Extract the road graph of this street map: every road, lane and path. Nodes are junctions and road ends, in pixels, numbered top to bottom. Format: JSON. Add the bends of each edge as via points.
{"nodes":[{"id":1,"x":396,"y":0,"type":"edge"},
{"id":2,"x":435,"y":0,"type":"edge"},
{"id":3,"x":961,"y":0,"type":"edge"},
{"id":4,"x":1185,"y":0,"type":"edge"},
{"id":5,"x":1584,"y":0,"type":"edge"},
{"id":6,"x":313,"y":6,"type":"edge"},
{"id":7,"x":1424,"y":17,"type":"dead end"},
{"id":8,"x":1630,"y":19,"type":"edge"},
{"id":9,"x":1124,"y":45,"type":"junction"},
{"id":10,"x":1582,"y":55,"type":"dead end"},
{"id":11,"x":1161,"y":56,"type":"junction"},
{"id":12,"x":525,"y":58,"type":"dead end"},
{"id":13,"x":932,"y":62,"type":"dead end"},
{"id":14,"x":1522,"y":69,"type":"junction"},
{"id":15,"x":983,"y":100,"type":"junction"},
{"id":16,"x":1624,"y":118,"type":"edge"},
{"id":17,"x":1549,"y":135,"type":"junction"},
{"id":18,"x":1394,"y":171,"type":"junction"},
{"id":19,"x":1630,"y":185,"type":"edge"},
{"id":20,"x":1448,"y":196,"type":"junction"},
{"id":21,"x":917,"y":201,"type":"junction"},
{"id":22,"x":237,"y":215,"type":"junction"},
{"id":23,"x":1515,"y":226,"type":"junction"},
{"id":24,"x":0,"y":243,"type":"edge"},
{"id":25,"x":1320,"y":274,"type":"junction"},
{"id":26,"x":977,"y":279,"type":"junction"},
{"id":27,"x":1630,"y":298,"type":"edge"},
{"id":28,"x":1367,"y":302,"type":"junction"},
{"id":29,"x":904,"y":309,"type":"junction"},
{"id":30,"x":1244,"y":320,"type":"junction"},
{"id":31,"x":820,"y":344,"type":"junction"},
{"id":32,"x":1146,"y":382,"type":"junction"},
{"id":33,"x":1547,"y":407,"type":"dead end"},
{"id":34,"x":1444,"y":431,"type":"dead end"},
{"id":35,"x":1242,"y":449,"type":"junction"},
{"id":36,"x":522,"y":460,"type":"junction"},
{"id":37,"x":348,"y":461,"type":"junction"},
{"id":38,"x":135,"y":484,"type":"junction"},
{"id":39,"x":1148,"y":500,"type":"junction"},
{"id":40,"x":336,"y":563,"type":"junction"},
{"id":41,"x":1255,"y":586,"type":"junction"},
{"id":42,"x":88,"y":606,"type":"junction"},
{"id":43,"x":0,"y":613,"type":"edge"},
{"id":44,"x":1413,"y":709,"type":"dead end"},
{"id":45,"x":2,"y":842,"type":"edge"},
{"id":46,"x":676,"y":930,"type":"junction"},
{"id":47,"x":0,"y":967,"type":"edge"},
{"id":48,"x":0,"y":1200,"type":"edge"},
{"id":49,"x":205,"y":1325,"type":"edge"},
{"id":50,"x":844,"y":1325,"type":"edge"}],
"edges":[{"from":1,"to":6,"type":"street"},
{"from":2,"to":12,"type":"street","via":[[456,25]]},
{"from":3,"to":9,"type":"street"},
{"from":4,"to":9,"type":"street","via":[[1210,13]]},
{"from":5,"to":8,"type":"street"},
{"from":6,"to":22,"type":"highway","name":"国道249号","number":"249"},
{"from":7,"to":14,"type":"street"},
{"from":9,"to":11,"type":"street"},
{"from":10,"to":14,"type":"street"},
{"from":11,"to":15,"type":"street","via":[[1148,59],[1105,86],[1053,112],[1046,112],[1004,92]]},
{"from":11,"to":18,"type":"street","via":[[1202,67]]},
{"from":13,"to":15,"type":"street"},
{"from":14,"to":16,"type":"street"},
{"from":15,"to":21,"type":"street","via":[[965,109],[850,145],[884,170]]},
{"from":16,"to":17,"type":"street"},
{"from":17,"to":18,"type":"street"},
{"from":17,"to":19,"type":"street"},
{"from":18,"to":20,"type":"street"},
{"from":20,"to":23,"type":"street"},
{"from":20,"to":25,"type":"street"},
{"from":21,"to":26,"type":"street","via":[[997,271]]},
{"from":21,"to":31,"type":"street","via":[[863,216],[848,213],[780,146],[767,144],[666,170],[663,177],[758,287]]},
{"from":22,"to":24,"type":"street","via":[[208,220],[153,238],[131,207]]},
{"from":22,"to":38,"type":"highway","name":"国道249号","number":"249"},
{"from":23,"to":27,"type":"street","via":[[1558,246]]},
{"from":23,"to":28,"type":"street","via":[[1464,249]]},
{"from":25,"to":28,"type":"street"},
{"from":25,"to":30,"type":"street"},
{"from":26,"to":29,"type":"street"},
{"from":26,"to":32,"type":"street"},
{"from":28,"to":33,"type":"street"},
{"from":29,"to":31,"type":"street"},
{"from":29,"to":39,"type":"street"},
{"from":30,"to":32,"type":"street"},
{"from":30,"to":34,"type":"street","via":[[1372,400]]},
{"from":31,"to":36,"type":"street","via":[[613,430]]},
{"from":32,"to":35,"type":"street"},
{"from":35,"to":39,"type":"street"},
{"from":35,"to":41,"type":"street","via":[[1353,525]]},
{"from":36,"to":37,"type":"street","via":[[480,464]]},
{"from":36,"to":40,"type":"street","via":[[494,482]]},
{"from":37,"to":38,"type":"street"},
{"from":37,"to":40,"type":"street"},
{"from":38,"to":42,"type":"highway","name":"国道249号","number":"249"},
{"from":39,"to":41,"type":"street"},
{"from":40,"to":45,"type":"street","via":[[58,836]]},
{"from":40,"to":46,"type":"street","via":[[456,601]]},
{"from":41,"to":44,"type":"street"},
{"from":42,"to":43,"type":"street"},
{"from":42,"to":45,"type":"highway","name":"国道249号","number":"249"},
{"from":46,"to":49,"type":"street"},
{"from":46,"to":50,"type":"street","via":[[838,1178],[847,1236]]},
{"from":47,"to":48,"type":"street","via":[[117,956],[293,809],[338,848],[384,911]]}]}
==========
= Directions =
Output the listing above in its entirety, exactly as given.

= Solution to the problem =
Extract the road graph of this street map: every road, lane and path. Nodes are junctions and road ends, in pixels, numbered top to bottom. Format: JSON. Add the bends of each edge as via points.
{"nodes":[{"id":1,"x":396,"y":0,"type":"edge"},
{"id":2,"x":435,"y":0,"type":"edge"},
{"id":3,"x":961,"y":0,"type":"edge"},
{"id":4,"x":1185,"y":0,"type":"edge"},
{"id":5,"x":1584,"y":0,"type":"edge"},
{"id":6,"x":313,"y":6,"type":"edge"},
{"id":7,"x":1424,"y":17,"type":"dead end"},
{"id":8,"x":1630,"y":19,"type":"edge"},
{"id":9,"x":1124,"y":45,"type":"junction"},
{"id":10,"x":1582,"y":55,"type":"dead end"},
{"id":11,"x":1161,"y":56,"type":"junction"},
{"id":12,"x":525,"y":58,"type":"dead end"},
{"id":13,"x":932,"y":62,"type":"dead end"},
{"id":14,"x":1522,"y":69,"type":"junction"},
{"id":15,"x":983,"y":100,"type":"junction"},
{"id":16,"x":1624,"y":118,"type":"edge"},
{"id":17,"x":1549,"y":135,"type":"junction"},
{"id":18,"x":1394,"y":171,"type":"junction"},
{"id":19,"x":1630,"y":185,"type":"edge"},
{"id":20,"x":1448,"y":196,"type":"junction"},
{"id":21,"x":917,"y":201,"type":"junction"},
{"id":22,"x":237,"y":215,"type":"junction"},
{"id":23,"x":1515,"y":226,"type":"junction"},
{"id":24,"x":0,"y":243,"type":"edge"},
{"id":25,"x":1320,"y":274,"type":"junction"},
{"id":26,"x":977,"y":279,"type":"junction"},
{"id":27,"x":1630,"y":298,"type":"edge"},
{"id":28,"x":1367,"y":302,"type":"junction"},
{"id":29,"x":904,"y":309,"type":"junction"},
{"id":30,"x":1244,"y":320,"type":"junction"},
{"id":31,"x":820,"y":344,"type":"junction"},
{"id":32,"x":1146,"y":382,"type":"junction"},
{"id":33,"x":1547,"y":407,"type":"dead end"},
{"id":34,"x":1444,"y":431,"type":"dead end"},
{"id":35,"x":1242,"y":449,"type":"junction"},
{"id":36,"x":522,"y":460,"type":"junction"},
{"id":37,"x":348,"y":461,"type":"junction"},
{"id":38,"x":135,"y":484,"type":"junction"},
{"id":39,"x":1148,"y":500,"type":"junction"},
{"id":40,"x":336,"y":563,"type":"junction"},
{"id":41,"x":1255,"y":586,"type":"junction"},
{"id":42,"x":88,"y":606,"type":"junction"},
{"id":43,"x":0,"y":613,"type":"edge"},
{"id":44,"x":1413,"y":709,"type":"dead end"},
{"id":45,"x":2,"y":842,"type":"edge"},
{"id":46,"x":676,"y":930,"type":"junction"},
{"id":47,"x":0,"y":967,"type":"edge"},
{"id":48,"x":0,"y":1200,"type":"edge"},
{"id":49,"x":205,"y":1325,"type":"edge"},
{"id":50,"x":844,"y":1325,"type":"edge"}],
"edges":[{"from":1,"to":6,"type":"street"},
{"from":2,"to":12,"type":"street","via":[[456,25]]},
{"from":3,"to":9,"type":"street"},
{"from":4,"to":9,"type":"street","via":[[1210,13]]},
{"from":5,"to":8,"type":"street"},
{"from":6,"to":22,"type":"highway","name":"国道249号","number":"249"},
{"from":7,"to":14,"type":"street"},
{"from":9,"to":11,"type":"street"},
{"from":10,"to":14,"type":"street"},
{"from":11,"to":15,"type":"street","via":[[1148,59],[1105,86],[1053,112],[1046,112],[1004,92]]},
{"from":11,"to":18,"type":"street","via":[[1202,67]]},
{"from":13,"to":15,"type":"street"},
{"from":14,"to":16,"type":"street"},
{"from":15,"to":21,"type":"street","via":[[965,109],[850,145],[884,170]]},
{"from":16,"to":17,"type":"street"},
{"from":17,"to":18,"type":"street"},
{"from":17,"to":19,"type":"street"},
{"from":18,"to":20,"type":"street"},
{"from":20,"to":23,"type":"street"},
{"from":20,"to":25,"type":"street"},
{"from":21,"to":26,"type":"street","via":[[997,271]]},
{"from":21,"to":31,"type":"street","via":[[863,216],[848,213],[780,146],[767,144],[666,170],[663,177],[758,287]]},
{"from":22,"to":24,"type":"street","via":[[208,220],[153,238],[131,207]]},
{"from":22,"to":38,"type":"highway","name":"国道249号","number":"249"},
{"from":23,"to":27,"type":"street","via":[[1558,246]]},
{"from":23,"to":28,"type":"street","via":[[1464,249]]},
{"from":25,"to":28,"type":"street"},
{"from":25,"to":30,"type":"street"},
{"from":26,"to":29,"type":"street"},
{"from":26,"to":32,"type":"street"},
{"from":28,"to":33,"type":"street"},
{"from":29,"to":31,"type":"street"},
{"from":29,"to":39,"type":"street"},
{"from":30,"to":32,"type":"street"},
{"from":30,"to":34,"type":"street","via":[[1372,400]]},
{"from":31,"to":36,"type":"street","via":[[613,430]]},
{"from":32,"to":35,"type":"street"},
{"from":35,"to":39,"type":"street"},
{"from":35,"to":41,"type":"street","via":[[1353,525]]},
{"from":36,"to":37,"type":"street","via":[[480,464]]},
{"from":36,"to":40,"type":"street","via":[[494,482]]},
{"from":37,"to":38,"type":"street"},
{"from":37,"to":40,"type":"street"},
{"from":38,"to":42,"type":"highway","name":"国道249号","number":"249"},
{"from":39,"to":41,"type":"street"},
{"from":40,"to":45,"type":"street","via":[[58,836]]},
{"from":40,"to":46,"type":"street","via":[[456,601]]},
{"from":41,"to":44,"type":"street"},
{"from":42,"to":43,"type":"street"},
{"from":42,"to":45,"type":"highway","name":"国道249号","number":"249"},
{"from":46,"to":49,"type":"street"},
{"from":46,"to":50,"type":"street","via":[[838,1178],[847,1236]]},
{"from":47,"to":48,"type":"street","via":[[117,956],[293,809],[338,848],[384,911]]}]}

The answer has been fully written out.